## WHAT YOU WILL DO
What you return must match the material exactly, with every line present.

## DATA EXTRACT
============

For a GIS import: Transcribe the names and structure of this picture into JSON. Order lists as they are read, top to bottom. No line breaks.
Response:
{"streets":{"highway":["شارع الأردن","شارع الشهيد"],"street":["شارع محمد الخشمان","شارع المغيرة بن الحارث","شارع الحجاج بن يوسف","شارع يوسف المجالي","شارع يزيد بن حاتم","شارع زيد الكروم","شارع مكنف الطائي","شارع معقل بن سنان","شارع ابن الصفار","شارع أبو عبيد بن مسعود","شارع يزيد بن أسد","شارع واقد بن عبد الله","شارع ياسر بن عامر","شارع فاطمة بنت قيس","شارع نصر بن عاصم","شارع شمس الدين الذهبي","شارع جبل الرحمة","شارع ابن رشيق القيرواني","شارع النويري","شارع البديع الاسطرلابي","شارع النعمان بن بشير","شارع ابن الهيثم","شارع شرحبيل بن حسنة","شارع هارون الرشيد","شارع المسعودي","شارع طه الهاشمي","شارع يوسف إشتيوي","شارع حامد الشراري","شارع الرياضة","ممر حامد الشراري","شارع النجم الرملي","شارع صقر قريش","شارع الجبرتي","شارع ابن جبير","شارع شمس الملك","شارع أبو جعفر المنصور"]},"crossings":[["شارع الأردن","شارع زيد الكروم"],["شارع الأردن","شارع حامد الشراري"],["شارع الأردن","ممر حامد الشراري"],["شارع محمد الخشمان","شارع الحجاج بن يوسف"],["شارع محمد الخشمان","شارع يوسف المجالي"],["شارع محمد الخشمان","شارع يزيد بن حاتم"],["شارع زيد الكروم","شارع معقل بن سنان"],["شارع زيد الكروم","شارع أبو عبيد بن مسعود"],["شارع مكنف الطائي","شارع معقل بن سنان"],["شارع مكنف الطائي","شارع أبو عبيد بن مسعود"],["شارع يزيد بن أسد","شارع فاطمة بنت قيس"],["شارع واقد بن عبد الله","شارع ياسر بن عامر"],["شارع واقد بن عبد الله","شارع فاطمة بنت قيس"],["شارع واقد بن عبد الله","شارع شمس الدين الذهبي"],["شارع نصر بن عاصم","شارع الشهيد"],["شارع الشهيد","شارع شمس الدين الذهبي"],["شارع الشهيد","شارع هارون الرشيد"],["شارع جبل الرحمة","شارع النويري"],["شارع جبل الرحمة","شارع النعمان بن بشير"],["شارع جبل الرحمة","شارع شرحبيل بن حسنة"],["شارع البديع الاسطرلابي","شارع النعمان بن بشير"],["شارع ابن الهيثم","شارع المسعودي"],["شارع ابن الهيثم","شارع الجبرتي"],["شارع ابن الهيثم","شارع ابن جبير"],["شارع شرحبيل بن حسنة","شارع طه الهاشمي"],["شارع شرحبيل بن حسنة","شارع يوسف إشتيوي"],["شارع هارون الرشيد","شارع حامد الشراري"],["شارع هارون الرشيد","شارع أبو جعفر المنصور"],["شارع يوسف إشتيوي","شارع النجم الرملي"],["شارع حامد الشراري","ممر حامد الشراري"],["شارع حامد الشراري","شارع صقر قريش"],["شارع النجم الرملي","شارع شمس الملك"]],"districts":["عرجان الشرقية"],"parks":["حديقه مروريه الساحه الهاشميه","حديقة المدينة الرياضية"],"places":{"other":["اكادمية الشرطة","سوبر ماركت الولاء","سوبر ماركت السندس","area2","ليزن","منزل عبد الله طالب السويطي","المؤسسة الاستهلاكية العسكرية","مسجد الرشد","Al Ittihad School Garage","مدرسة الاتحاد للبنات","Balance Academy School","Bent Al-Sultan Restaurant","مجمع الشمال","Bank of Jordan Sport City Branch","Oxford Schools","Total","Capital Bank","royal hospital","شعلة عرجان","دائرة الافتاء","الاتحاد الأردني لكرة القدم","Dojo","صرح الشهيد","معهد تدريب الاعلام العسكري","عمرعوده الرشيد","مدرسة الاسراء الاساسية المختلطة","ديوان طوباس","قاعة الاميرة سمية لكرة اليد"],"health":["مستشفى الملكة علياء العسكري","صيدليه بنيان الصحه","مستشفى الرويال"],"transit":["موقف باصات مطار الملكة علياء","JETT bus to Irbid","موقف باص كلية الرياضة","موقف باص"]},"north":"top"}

============

## RESPONSE TO THE TASK
For a GIS import: Transcribe the names and structure of this picture into JSON. Order lists as they are read, top to bottom. No line breaks.
Response:
{"streets":{"highway":["شارع الأردن","شارع الشهيد"],"street":["شارع محمد الخشمان","شارع المغيرة بن الحارث","شارع الحجاج بن يوسف","شارع يوسف المجالي","شارع يزيد بن حاتم","شارع زيد الكروم","شارع مكنف الطائي","شارع معقل بن سنان","شارع ابن الصفار","شارع أبو عبيد بن مسعود","شارع يزيد بن أسد","شارع واقد بن عبد الله","شارع ياسر بن عامر","شارع فاطمة بنت قيس","شارع نصر بن عاصم","شارع شمس الدين الذهبي","شارع جبل الرحمة","شارع ابن رشيق القيرواني","شارع النويري","شارع البديع الاسطرلابي","شارع النعمان بن بشير","شارع ابن الهيثم","شارع شرحبيل بن حسنة","شارع هارون الرشيد","شارع المسعودي","شارع طه الهاشمي","شارع يوسف إشتيوي","شارع حامد الشراري","شارع الرياضة","ممر حامد الشراري","شارع النجم الرملي","شارع صقر قريش","شارع الجبرتي","شارع ابن جبير","شارع شمس الملك","شارع أبو جعفر المنصور"]},"crossings":[["شارع الأردن","شارع زيد الكروم"],["شارع الأردن","شارع حامد الشراري"],["شارع الأردن","ممر حامد الشراري"],["شارع محمد الخشمان","شارع الحجاج بن يوسف"],["شارع محمد الخشمان","شارع يوسف المجالي"],["شارع محمد الخشمان","شارع يزيد بن حاتم"],["شارع زيد الكروم","شارع معقل بن سنان"],["شارع زيد الكروم","شارع أبو عبيد بن مسعود"],["شارع مكنف الطائي","شارع معقل بن سنان"],["شارع مكنف الطائي","شارع أبو عبيد بن مسعود"],["شارع يزيد بن أسد","شارع فاطمة بنت قيس"],["شارع واقد بن عبد الله","شارع ياسر بن عامر"],["شارع واقد بن عبد الله","شارع فاطمة بنت قيس"],["شارع واقد بن عبد الله","شارع شمس الدين الذهبي"],["شارع نصر بن عاصم","شارع الشهيد"],["شارع الشهيد","شارع شمس الدين الذهبي"],["شارع الشهيد","شارع هارون الرشيد"],["شارع جبل الرحمة","شارع النويري"],["شارع جبل الرحمة","شارع النعمان بن بشير"],["شارع جبل الرحمة","شارع شرحبيل بن حسنة"],["شارع البديع الاسطرلابي","شارع النعمان بن بشير"],["شارع ابن الهيثم","شارع المسعودي"],["شارع ابن الهيثم","شارع الجبرتي"],["شارع ابن الهيثم","شارع ابن جبير"],["شارع شرحبيل بن حسنة","شارع طه الهاشمي"],["شارع شرحبيل بن حسنة","شارع يوسف إشتيوي"],["شارع هارون الرشيد","شارع حامد الشراري"],["شارع هارون الرشيد","شارع أبو جعفر المنصور"],["شارع يوسف إشتيوي","شارع النجم الرملي"],["شارع حامد الشراري","ممر حامد الشراري"],["شارع حامد الشراري","شارع صقر قريش"],["شارع النجم الرملي","شارع شمس الملك"]],"districts":["عرجان الشرقية"],"parks":["حديقه مروريه الساحه الهاشميه","حديقة المدينة الرياضية"],"places":{"other":["اكادمية الشرطة","سوبر ماركت الولاء","سوبر ماركت السندس","area2","ليزن","منزل عبد الله طالب السويطي","المؤسسة الاستهلاكية العسكرية","مسجد الرشد","Al Ittihad School Garage","مدرسة الاتحاد للبنات","Balance Academy School","Bent Al-Sultan Restaurant","مجمع الشمال","Bank of Jordan Sport City Branch","Oxford Schools","Total","Capital Bank","royal hospital","شعلة عرجان","دائرة الافتاء","الاتحاد الأردني لكرة القدم","Dojo","صرح الشهيد","معهد تدريب الاعلام العسكري","عمرعوده الرشيد","مدرسة الاسراء الاساسية المختلطة","ديوان طوباس","قاعة الاميرة سمية لكرة اليد"],"health":["مستشفى الملكة علياء العسكري","صيدليه بنيان الصحه","مستشفى الرويال"],"transit":["موقف باصات مطار الملكة علياء","JETT bus to Irbid","موقف باص كلية الرياضة","موقف باص"]},"north":"top"}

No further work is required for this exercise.